Exercise input:

--- START ---

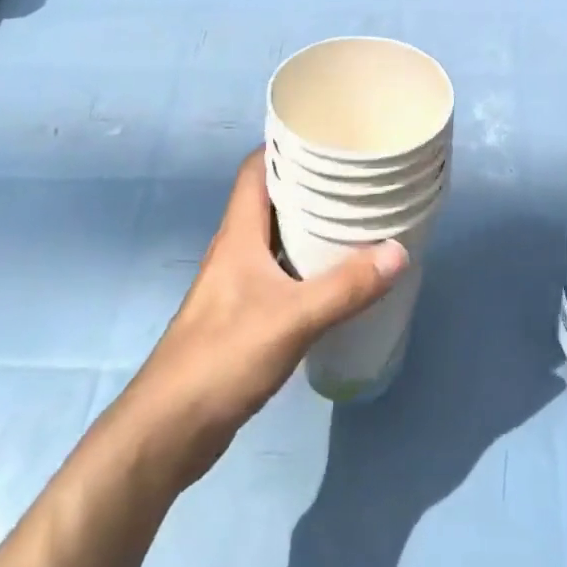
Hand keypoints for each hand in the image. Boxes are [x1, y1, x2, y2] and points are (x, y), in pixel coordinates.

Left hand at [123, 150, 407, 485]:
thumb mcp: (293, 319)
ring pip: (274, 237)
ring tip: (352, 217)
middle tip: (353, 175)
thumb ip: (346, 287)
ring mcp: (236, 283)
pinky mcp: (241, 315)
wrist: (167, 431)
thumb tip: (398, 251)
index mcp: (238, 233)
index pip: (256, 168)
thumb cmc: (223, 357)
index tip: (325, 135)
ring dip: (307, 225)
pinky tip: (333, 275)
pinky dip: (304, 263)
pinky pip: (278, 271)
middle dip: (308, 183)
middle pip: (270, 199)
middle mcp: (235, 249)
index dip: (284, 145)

--- END ---
--- START ---

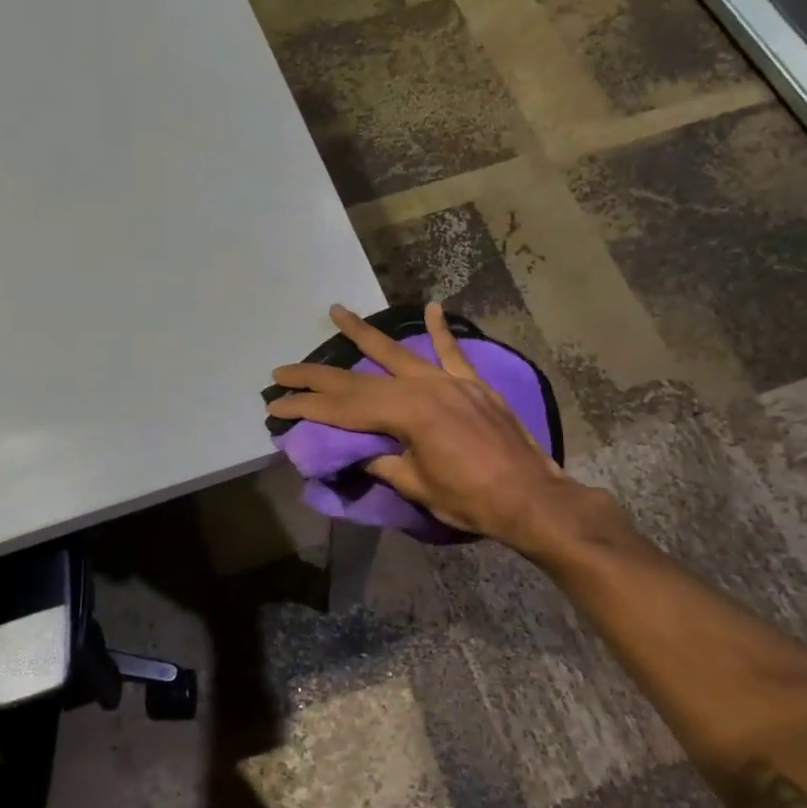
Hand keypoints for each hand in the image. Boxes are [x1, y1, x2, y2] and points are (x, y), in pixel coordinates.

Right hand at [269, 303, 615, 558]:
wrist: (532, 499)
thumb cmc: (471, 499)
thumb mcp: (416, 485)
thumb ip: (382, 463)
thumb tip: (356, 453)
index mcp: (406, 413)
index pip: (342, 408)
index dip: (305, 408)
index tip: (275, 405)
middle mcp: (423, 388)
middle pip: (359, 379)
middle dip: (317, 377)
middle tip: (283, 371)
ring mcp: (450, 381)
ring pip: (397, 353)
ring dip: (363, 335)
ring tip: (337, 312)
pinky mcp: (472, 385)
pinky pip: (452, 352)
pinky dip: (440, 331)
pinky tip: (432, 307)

--- END ---
--- START ---

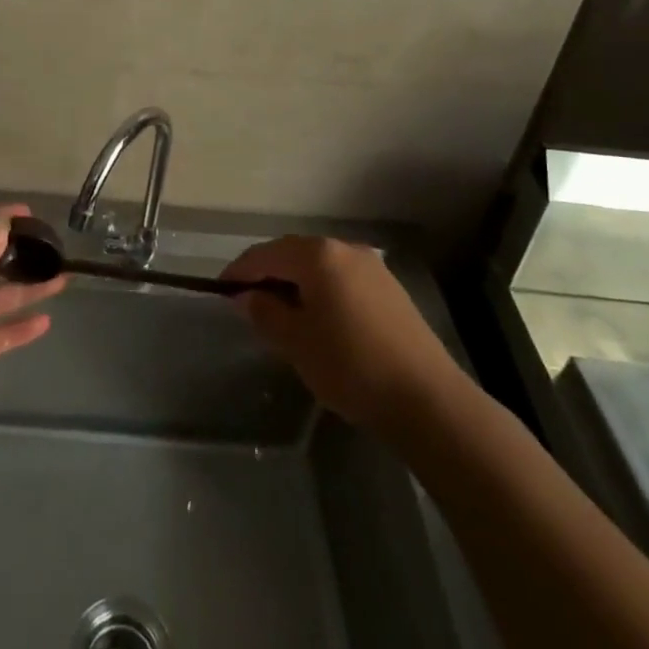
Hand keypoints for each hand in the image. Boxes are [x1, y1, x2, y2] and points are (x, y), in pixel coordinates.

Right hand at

--- END ---

Exercise aim:
When you reach the line holding "pinky tip: (333, 275)" in the records above, begin reproducing exactly, stop after the line holding "index dip: (284, 145)", and output nothing else.

Your solution:
pinky tip: (333, 275)
pinky dip: (304, 263)
pinky pip: (278, 271)
middle dip: (308, 183)
middle pip: (270, 199)
middle mcp: (235, 249)
index dip: (284, 145)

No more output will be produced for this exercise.